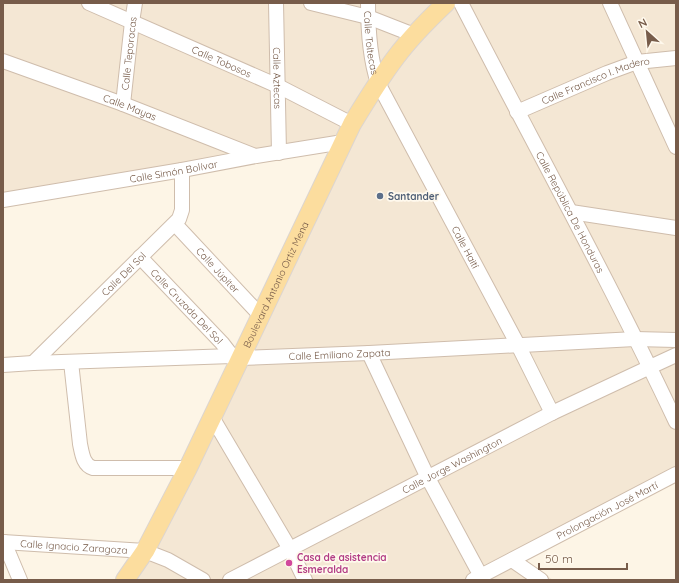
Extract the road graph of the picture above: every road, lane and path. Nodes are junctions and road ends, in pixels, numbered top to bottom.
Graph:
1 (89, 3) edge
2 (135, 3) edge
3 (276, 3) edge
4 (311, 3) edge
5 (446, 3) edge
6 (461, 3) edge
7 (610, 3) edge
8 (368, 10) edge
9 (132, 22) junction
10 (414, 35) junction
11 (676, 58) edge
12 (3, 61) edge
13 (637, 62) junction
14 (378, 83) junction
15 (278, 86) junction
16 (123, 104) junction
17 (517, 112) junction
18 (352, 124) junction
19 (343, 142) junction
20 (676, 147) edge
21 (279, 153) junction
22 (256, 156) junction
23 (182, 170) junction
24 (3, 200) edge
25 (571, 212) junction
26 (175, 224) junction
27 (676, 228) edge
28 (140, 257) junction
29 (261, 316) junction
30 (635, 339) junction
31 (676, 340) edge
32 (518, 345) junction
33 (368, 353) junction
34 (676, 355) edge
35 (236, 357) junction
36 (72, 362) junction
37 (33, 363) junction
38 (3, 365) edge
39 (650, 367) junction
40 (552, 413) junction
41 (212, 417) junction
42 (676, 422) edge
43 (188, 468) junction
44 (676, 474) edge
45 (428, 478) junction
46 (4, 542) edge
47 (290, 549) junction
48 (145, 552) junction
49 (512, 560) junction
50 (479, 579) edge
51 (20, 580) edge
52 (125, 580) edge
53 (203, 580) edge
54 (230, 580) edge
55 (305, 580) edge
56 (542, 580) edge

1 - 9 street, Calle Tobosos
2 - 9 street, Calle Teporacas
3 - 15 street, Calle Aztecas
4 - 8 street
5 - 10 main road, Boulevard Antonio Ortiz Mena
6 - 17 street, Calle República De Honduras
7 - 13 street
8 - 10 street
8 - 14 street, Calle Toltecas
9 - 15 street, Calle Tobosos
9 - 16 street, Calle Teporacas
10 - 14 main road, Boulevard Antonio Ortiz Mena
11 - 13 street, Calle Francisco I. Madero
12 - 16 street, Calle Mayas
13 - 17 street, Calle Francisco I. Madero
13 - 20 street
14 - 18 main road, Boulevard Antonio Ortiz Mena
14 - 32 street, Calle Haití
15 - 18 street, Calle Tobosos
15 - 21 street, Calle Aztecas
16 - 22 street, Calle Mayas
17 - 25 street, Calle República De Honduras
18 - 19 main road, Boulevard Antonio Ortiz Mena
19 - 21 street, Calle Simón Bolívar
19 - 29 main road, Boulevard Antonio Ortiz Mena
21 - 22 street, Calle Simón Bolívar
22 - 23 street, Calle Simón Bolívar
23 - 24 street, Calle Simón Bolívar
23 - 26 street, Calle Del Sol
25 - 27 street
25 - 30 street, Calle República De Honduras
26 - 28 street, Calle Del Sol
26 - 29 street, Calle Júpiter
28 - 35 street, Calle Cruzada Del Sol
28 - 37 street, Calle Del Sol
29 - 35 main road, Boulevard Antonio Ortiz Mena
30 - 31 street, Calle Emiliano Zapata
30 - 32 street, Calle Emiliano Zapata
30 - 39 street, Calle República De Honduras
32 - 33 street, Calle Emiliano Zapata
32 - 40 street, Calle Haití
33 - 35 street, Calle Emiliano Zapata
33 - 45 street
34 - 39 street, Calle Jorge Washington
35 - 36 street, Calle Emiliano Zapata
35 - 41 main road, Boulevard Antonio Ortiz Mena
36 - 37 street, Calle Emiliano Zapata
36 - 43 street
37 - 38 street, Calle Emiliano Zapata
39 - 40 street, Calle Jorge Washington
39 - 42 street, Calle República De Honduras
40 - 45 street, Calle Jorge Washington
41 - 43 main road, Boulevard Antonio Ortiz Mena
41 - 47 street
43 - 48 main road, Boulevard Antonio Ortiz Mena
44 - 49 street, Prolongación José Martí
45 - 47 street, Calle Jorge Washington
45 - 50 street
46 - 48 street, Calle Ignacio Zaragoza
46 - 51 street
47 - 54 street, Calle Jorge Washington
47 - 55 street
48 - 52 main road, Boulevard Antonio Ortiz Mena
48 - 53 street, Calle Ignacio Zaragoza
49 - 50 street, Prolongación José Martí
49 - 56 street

◆ ◆ ◆ ◆ ◆

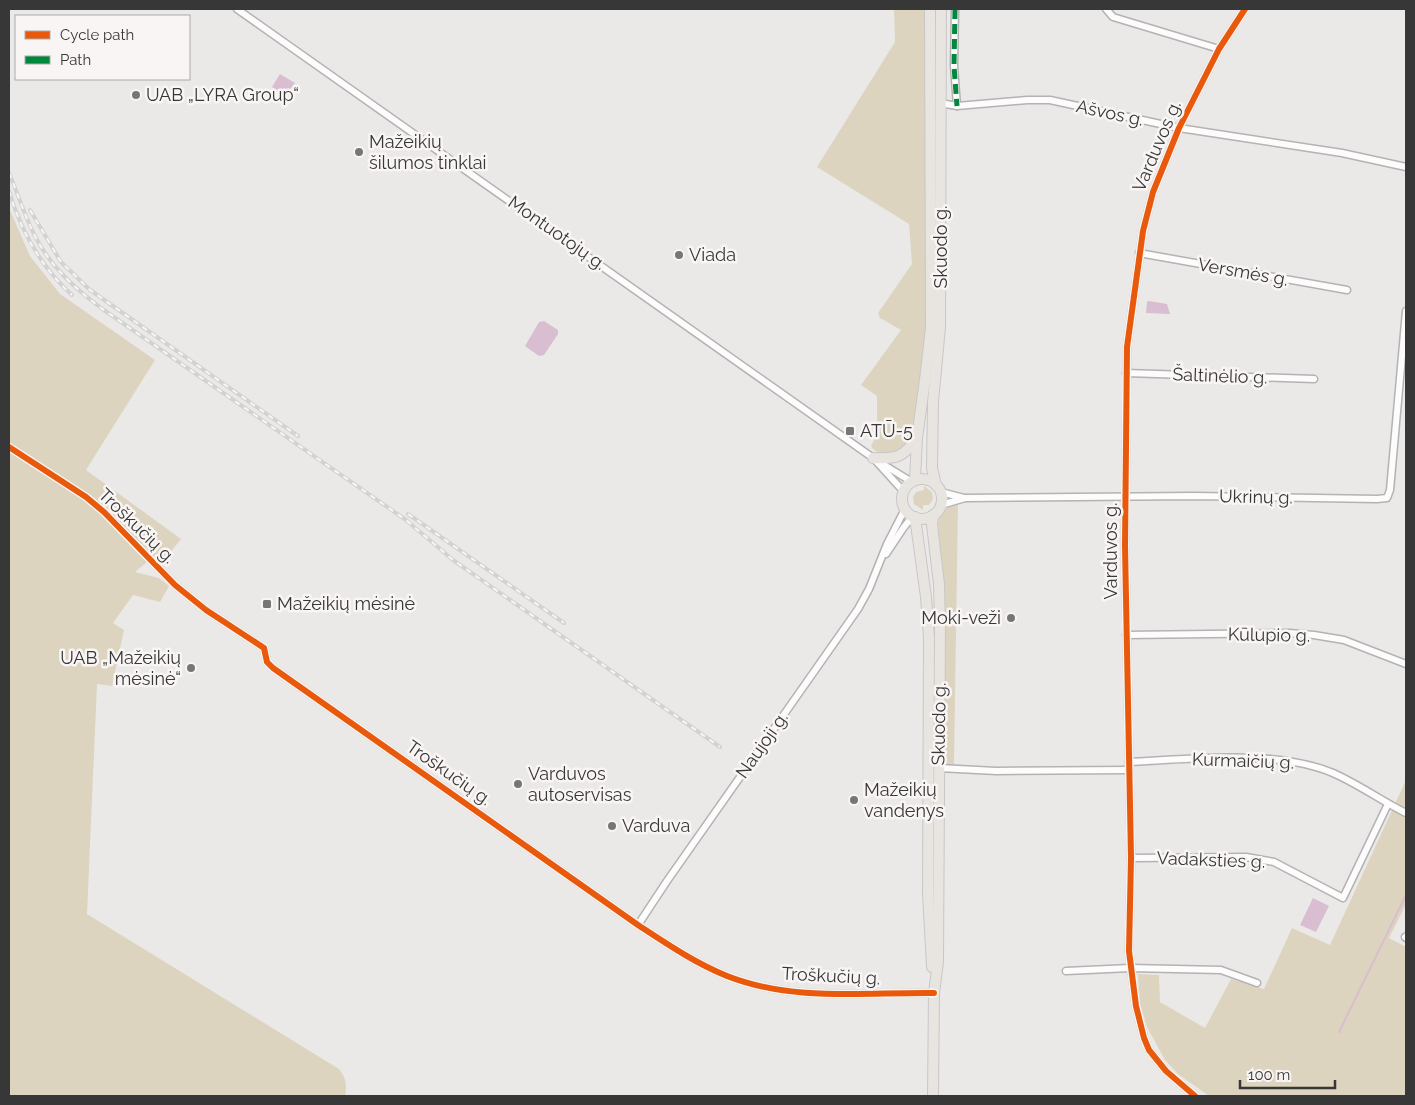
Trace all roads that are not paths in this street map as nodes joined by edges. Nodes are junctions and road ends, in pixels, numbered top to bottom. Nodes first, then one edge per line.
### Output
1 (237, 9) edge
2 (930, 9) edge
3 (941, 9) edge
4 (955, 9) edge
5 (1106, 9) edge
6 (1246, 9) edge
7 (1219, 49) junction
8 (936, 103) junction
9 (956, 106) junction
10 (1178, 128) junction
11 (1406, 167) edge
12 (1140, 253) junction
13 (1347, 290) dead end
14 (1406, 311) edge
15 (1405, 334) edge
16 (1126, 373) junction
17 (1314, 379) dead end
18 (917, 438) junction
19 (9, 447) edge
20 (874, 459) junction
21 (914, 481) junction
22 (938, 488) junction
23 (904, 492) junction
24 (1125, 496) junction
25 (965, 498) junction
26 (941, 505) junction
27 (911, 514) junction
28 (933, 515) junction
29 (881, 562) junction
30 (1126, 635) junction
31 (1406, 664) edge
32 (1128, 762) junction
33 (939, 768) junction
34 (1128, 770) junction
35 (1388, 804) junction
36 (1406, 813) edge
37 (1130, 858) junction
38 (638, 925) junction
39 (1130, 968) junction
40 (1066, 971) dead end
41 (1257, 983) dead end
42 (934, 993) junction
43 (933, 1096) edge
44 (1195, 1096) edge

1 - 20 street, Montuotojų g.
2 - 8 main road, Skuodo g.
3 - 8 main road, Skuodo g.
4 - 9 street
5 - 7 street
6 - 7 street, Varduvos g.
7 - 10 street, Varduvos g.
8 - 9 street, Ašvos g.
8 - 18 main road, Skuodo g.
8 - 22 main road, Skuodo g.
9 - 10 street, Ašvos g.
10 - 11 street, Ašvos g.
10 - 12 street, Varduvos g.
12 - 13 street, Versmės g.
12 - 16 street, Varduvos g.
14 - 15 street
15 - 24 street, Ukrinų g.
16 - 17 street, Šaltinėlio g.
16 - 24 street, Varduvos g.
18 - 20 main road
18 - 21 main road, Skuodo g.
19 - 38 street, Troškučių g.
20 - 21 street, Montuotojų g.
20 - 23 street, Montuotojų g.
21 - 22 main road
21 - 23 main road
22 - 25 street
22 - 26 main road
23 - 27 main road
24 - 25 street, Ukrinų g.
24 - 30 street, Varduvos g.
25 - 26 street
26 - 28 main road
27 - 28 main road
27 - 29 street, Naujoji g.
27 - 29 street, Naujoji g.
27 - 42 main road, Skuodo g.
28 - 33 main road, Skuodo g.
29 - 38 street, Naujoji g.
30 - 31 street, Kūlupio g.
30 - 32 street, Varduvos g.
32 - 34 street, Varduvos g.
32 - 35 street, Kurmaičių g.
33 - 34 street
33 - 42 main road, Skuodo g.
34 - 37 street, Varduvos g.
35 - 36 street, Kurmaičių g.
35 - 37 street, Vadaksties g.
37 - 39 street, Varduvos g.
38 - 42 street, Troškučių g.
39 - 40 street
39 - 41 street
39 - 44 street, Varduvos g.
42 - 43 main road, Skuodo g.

◆ ◆ ◆ ◆ ◆

Instructions to follow:
In the entries above, which lines hold the word "Ortiz"? Copy them out.

Response for this exercise:
5 - 10 main road, Boulevard Antonio Ortiz Mena
10 - 14 main road, Boulevard Antonio Ortiz Mena
14 - 18 main road, Boulevard Antonio Ortiz Mena
18 - 19 main road, Boulevard Antonio Ortiz Mena
19 - 29 main road, Boulevard Antonio Ortiz Mena
29 - 35 main road, Boulevard Antonio Ortiz Mena
35 - 41 main road, Boulevard Antonio Ortiz Mena
41 - 43 main road, Boulevard Antonio Ortiz Mena
43 - 48 main road, Boulevard Antonio Ortiz Mena
48 - 52 main road, Boulevard Antonio Ortiz Mena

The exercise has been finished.